**Task statement**
Find "Trace all roads" in the material below, then copy that line and every subsequent line to the end, exactly.

**Data shown**

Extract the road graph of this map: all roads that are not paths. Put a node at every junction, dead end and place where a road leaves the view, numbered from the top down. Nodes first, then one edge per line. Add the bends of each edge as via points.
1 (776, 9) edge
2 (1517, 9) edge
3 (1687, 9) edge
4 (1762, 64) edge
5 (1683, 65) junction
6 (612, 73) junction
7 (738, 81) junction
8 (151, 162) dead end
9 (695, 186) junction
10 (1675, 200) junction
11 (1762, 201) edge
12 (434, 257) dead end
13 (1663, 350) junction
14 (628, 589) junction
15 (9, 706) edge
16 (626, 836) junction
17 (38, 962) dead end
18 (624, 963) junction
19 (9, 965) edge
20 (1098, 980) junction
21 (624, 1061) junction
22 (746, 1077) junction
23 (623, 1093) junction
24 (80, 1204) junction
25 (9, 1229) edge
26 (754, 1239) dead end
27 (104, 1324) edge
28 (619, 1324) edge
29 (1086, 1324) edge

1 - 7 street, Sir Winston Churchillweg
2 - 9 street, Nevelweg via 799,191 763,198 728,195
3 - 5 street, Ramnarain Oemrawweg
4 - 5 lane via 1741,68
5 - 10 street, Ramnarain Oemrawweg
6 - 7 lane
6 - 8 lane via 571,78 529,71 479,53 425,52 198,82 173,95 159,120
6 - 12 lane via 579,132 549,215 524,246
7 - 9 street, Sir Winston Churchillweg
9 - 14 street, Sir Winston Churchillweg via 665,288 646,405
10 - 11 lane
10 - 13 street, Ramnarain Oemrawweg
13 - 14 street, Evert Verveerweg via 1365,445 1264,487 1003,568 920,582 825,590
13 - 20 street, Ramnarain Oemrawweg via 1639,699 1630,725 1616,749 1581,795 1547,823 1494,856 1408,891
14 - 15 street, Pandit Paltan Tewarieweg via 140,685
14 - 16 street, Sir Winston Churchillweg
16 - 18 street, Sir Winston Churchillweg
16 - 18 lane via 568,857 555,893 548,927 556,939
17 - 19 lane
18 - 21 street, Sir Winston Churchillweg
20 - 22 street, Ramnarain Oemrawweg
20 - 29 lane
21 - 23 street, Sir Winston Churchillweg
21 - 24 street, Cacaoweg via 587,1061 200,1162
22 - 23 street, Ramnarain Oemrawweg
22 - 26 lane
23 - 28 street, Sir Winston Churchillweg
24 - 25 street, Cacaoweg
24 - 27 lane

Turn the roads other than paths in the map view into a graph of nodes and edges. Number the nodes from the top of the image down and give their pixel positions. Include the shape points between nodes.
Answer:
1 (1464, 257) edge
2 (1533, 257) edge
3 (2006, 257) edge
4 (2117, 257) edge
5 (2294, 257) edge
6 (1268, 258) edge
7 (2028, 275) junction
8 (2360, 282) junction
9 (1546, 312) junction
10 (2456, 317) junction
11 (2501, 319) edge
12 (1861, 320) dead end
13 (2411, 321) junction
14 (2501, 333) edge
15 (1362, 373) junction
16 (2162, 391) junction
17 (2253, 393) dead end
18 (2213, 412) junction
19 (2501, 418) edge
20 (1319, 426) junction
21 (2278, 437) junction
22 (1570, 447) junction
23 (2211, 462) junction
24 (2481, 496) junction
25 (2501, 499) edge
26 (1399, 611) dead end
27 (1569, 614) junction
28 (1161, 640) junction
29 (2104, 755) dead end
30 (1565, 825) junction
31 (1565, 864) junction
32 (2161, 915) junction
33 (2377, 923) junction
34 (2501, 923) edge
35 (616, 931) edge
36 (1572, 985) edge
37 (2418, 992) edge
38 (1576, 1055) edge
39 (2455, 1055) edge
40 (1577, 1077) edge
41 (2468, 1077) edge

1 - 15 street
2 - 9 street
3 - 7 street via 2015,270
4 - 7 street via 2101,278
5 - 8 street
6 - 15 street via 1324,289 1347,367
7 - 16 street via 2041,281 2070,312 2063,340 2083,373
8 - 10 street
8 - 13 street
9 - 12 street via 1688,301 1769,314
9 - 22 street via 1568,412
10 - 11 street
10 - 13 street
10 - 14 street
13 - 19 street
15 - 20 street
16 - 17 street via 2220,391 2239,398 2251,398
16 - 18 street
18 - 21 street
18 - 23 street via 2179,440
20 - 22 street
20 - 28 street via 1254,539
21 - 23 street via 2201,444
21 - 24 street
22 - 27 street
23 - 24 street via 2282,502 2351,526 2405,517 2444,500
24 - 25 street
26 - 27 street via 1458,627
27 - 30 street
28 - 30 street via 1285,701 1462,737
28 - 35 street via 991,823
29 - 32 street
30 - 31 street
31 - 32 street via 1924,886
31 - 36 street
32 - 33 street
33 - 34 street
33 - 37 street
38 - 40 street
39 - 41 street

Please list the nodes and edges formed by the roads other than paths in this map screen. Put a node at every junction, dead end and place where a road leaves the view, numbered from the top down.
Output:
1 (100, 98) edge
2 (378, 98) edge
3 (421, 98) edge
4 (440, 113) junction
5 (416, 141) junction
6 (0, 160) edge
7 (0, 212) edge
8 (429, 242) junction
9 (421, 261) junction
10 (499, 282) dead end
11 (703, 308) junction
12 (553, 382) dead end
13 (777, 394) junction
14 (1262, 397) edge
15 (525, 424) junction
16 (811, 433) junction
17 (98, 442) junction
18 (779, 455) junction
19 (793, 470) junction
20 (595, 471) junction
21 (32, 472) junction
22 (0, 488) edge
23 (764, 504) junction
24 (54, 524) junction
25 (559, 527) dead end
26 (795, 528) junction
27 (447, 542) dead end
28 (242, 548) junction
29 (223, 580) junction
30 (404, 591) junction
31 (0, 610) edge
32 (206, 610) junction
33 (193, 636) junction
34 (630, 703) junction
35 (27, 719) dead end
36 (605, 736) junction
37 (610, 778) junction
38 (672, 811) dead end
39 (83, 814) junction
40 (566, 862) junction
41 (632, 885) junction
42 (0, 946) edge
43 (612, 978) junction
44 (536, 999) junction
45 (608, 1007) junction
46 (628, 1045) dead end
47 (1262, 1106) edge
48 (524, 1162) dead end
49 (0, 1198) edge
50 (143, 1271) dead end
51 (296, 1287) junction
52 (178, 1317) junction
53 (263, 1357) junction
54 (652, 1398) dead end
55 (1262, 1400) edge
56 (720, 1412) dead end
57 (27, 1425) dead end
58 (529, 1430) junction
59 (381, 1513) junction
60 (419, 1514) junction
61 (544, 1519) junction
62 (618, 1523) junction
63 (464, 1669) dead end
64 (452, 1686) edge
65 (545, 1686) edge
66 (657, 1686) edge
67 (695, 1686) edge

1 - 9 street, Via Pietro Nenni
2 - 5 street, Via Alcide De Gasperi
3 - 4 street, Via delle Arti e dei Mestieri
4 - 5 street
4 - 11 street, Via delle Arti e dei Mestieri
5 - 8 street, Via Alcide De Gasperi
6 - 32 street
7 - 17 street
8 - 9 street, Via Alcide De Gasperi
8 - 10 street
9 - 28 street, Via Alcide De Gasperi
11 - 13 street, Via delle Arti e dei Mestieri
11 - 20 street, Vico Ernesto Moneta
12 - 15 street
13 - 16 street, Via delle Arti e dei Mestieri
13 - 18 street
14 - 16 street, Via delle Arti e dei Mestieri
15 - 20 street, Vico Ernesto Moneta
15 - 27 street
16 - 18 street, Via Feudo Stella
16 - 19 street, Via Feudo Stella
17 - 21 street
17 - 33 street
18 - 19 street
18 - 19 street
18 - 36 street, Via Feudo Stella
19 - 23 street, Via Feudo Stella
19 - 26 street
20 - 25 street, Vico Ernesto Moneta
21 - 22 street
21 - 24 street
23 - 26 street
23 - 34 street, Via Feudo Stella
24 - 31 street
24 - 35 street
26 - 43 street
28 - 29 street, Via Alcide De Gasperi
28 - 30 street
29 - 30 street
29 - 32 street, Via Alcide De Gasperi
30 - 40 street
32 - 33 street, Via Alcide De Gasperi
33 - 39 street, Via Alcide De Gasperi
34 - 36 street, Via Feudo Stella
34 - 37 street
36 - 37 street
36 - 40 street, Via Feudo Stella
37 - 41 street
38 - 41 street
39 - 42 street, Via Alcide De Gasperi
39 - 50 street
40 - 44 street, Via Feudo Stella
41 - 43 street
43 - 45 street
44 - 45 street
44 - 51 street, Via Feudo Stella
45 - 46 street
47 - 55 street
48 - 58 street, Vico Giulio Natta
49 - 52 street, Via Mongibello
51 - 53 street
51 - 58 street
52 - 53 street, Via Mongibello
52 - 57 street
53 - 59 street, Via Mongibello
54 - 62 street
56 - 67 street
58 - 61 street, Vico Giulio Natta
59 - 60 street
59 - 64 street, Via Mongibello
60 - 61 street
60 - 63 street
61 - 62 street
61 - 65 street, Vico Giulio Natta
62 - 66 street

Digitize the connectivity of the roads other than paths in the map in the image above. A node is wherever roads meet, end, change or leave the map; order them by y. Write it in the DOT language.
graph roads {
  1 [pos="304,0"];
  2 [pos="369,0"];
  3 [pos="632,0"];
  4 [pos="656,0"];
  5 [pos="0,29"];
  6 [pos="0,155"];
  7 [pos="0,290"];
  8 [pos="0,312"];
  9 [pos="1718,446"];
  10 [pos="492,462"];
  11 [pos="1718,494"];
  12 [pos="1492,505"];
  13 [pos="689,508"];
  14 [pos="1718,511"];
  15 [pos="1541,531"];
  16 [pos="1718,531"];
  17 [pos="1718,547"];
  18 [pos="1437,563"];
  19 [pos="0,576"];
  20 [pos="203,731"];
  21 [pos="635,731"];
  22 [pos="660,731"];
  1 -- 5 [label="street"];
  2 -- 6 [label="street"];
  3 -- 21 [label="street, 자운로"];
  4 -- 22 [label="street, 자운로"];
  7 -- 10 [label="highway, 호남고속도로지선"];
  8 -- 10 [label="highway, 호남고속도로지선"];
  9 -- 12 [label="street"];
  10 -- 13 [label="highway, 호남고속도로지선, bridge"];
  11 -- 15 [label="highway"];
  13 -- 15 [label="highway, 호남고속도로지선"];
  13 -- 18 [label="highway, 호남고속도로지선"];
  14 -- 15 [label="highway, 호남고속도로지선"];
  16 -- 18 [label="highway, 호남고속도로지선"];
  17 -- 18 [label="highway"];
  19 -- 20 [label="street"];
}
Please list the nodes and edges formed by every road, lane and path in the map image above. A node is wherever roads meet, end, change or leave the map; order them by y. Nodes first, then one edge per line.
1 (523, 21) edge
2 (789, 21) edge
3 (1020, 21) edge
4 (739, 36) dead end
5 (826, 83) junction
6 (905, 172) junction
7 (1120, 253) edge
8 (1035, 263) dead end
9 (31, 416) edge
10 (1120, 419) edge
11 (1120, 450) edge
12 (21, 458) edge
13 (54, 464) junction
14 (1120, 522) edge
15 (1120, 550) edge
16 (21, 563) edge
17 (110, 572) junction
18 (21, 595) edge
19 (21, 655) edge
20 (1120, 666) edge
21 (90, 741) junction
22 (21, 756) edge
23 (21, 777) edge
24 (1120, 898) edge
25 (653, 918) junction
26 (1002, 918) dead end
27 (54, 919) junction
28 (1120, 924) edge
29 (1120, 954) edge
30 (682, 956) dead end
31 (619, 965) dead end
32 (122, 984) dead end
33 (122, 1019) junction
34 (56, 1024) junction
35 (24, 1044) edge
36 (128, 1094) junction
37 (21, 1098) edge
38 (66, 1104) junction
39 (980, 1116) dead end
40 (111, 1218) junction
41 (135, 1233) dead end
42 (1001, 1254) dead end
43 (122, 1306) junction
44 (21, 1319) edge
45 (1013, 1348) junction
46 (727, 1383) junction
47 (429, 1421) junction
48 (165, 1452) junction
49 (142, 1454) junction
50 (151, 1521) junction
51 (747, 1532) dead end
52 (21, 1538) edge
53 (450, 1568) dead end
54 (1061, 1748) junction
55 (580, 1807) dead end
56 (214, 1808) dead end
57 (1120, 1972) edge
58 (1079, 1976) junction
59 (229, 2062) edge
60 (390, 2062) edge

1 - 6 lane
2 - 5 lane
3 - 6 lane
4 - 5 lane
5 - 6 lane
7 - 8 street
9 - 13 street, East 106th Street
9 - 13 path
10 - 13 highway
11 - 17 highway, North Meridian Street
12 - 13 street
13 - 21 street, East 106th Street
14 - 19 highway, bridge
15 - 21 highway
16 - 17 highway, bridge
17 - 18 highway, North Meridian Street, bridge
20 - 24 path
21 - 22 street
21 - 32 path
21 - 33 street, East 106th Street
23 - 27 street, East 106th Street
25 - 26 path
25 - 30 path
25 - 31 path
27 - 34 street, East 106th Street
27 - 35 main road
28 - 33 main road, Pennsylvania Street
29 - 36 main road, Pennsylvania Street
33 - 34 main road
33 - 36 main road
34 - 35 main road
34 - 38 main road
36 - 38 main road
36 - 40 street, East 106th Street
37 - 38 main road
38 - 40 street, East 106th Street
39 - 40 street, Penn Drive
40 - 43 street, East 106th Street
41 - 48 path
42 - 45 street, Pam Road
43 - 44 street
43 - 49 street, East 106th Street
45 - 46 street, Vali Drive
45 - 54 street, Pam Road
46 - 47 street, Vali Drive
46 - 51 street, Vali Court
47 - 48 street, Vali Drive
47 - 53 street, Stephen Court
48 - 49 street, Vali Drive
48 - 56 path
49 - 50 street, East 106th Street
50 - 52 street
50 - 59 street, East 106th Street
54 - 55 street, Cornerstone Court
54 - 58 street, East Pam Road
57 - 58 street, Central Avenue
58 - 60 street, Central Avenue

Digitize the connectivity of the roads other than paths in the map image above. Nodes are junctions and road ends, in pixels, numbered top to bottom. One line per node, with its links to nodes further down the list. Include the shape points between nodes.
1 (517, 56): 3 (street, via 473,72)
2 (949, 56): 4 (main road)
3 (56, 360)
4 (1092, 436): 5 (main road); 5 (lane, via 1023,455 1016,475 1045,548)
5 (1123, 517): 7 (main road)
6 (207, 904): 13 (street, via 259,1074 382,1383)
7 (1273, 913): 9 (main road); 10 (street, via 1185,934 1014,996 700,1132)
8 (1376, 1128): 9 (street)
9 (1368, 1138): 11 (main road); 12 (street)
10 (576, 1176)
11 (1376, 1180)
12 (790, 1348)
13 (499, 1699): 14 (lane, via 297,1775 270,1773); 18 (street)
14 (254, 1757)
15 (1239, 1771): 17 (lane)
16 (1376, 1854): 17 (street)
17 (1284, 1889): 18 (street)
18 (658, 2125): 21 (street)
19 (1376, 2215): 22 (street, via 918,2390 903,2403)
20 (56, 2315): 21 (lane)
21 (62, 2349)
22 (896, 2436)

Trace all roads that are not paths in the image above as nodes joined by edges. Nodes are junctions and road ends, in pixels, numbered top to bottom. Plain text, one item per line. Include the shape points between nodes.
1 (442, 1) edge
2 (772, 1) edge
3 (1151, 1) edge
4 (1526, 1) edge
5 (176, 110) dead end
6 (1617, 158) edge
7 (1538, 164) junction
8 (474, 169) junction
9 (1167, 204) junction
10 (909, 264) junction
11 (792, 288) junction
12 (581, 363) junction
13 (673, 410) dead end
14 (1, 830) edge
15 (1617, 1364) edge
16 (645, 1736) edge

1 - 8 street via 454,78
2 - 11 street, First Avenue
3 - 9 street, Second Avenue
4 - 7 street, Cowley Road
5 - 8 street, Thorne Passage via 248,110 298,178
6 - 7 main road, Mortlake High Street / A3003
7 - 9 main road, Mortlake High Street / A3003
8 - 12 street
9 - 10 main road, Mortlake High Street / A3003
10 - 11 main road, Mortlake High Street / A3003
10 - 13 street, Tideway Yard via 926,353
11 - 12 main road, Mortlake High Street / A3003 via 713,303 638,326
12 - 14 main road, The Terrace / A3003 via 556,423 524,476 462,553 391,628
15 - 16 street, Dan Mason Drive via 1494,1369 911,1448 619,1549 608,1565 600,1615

**Answer space**
Trace all roads that are not paths in the image above as nodes joined by edges. Nodes are junctions and road ends, in pixels, numbered top to bottom. Plain text, one item per line. Include the shape points between nodes.
1 (442, 1) edge
2 (772, 1) edge
3 (1151, 1) edge
4 (1526, 1) edge
5 (176, 110) dead end
6 (1617, 158) edge
7 (1538, 164) junction
8 (474, 169) junction
9 (1167, 204) junction
10 (909, 264) junction
11 (792, 288) junction
12 (581, 363) junction
13 (673, 410) dead end
14 (1, 830) edge
15 (1617, 1364) edge
16 (645, 1736) edge

1 - 8 street via 454,78
2 - 11 street, First Avenue
3 - 9 street, Second Avenue
4 - 7 street, Cowley Road
5 - 8 street, Thorne Passage via 248,110 298,178
6 - 7 main road, Mortlake High Street / A3003
7 - 9 main road, Mortlake High Street / A3003
8 - 12 street
9 - 10 main road, Mortlake High Street / A3003
10 - 11 main road, Mortlake High Street / A3003
10 - 13 street, Tideway Yard via 926,353
11 - 12 main road, Mortlake High Street / A3003 via 713,303 638,326
12 - 14 main road, The Terrace / A3003 via 556,423 524,476 462,553 391,628
15 - 16 street, Dan Mason Drive via 1494,1369 911,1448 619,1549 608,1565 600,1615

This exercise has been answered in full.